It's hardly news that younger people are much less likely to go to the polls than older people.

Just 48.5 percent of all 18- to 24-year-old Americans voted in the 2008 presidential election, for example, compared with 72.6 percent of those 65 and older. That's a "turnout gap" of more than 24 percent.

It's much the same in many other countries, including England. According to the London-based Institute for Public Policy Research, just 44 percent of 18- to 24-year-olds in England voted in 2010, compared with 76 percent of those 65 and older. And Guy Lodge, an associate director of IPPR, points out that younger people who don't go to the polls are less likely than those in previous generations to develop the habit of voting as they move into middle age.

What to do?

Lodge has a radical proposal: Force young people to go to the polls.

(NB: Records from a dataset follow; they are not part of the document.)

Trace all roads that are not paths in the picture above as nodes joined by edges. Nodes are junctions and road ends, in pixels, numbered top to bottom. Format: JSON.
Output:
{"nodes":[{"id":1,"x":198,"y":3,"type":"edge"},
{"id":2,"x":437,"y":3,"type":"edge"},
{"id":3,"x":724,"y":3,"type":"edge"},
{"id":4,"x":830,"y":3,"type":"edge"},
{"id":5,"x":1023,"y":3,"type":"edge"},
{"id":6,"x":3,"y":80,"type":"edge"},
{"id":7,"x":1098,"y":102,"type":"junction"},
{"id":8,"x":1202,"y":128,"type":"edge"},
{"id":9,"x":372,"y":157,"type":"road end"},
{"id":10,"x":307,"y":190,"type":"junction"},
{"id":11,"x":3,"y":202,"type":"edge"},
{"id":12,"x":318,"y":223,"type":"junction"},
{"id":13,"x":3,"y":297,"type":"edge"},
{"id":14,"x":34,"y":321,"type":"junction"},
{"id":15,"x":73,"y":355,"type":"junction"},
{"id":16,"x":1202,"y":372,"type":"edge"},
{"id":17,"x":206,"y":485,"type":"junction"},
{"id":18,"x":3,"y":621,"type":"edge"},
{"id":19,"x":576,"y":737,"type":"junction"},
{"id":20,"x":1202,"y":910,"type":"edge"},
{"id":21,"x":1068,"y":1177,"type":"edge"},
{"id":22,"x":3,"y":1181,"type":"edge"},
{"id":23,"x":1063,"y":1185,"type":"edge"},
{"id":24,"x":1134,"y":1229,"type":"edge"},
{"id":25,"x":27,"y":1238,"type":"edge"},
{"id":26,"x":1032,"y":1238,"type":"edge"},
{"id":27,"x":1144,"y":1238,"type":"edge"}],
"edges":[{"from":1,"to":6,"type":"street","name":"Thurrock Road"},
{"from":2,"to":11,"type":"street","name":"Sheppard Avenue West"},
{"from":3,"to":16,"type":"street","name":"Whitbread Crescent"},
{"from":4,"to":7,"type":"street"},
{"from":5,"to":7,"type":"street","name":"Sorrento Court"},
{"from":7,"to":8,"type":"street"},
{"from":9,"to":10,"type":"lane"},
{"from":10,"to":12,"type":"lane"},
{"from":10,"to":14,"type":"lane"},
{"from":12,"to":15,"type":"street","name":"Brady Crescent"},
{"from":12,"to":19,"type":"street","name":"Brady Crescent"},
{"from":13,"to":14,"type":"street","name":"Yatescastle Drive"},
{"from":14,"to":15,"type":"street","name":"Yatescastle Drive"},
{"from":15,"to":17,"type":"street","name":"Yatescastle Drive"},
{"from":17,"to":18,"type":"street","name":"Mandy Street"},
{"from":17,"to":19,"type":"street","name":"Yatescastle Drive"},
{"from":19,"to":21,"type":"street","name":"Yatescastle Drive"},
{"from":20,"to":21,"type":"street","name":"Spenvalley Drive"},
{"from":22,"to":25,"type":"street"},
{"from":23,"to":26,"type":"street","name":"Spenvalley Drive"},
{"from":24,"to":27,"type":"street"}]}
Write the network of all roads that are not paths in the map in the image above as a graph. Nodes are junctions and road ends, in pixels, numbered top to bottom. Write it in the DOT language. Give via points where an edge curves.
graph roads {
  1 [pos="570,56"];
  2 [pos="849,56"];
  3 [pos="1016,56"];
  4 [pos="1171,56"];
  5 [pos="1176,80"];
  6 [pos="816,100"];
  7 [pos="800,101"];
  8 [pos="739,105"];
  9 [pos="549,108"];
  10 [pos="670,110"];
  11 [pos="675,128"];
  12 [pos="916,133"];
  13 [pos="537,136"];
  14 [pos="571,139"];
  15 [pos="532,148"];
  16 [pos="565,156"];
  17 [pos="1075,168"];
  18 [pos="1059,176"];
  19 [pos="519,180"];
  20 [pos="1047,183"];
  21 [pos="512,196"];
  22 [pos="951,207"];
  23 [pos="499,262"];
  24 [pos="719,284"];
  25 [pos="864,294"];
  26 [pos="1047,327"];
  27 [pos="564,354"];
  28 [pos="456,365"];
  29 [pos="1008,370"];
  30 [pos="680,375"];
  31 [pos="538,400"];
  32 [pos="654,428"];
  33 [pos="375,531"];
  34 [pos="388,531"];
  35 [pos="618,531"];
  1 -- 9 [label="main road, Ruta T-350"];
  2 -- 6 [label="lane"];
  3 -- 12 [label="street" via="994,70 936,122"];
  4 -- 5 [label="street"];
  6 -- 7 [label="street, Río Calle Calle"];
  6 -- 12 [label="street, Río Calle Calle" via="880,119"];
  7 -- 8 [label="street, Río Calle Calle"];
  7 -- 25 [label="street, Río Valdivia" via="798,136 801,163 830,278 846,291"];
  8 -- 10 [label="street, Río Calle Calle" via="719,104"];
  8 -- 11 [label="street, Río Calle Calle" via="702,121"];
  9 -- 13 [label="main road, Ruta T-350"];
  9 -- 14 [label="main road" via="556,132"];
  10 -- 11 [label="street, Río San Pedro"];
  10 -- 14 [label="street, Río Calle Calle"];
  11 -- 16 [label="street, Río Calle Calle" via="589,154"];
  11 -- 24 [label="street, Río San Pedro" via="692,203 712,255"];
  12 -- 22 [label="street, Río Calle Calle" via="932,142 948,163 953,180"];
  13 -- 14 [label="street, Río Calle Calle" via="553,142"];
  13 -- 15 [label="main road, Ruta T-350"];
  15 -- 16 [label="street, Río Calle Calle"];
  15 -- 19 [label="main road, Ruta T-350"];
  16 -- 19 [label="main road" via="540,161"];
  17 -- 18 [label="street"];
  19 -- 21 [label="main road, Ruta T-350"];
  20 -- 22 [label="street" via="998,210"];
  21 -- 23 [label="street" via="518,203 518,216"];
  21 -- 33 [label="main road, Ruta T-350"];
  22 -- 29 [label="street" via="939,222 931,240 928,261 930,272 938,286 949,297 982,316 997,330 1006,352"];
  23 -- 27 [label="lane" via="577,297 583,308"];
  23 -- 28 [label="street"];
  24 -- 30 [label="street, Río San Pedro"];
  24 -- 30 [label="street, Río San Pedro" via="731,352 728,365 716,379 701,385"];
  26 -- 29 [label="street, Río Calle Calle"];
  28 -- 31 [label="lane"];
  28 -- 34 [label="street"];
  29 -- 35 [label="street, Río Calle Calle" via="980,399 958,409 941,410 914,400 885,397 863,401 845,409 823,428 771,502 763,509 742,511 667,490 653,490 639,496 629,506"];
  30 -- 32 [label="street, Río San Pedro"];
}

IPPR research shows, Lodge says, that the best way to boost political participation among "hard-to-reach" groups is to make voting compulsory. He goes on to point out that about a fourth of the world's democracies, including Australia and Belgium, require their voting-age citizens to participate in elections. So why not, he asks, add "a small measure of compulsion to our electoral process"?

Acknowledging the potential for controversy, Lodge would only target citizens the first time they are eligible to vote. "These young voters would be compelled only to turn out," he writes, "and would be provided with a 'none of the above' option."

Similar plans have been advanced here in the United States. William Galston, a senior fellow at the Brookings Institution - which, as think tanks go, is roughly the U.S. counterpart of England's IPPR - recently laid out some of the potential advantages in The New York Times:

Campaigns could devote far less money to costly, labor-intensive get-out-the-vote efforts. Media gurus wouldn't have the same incentive to drive down turnout with negative advertising. Candidates would know that they must do more than mobilize their bases with red-meat rhetoric on hot-button issues.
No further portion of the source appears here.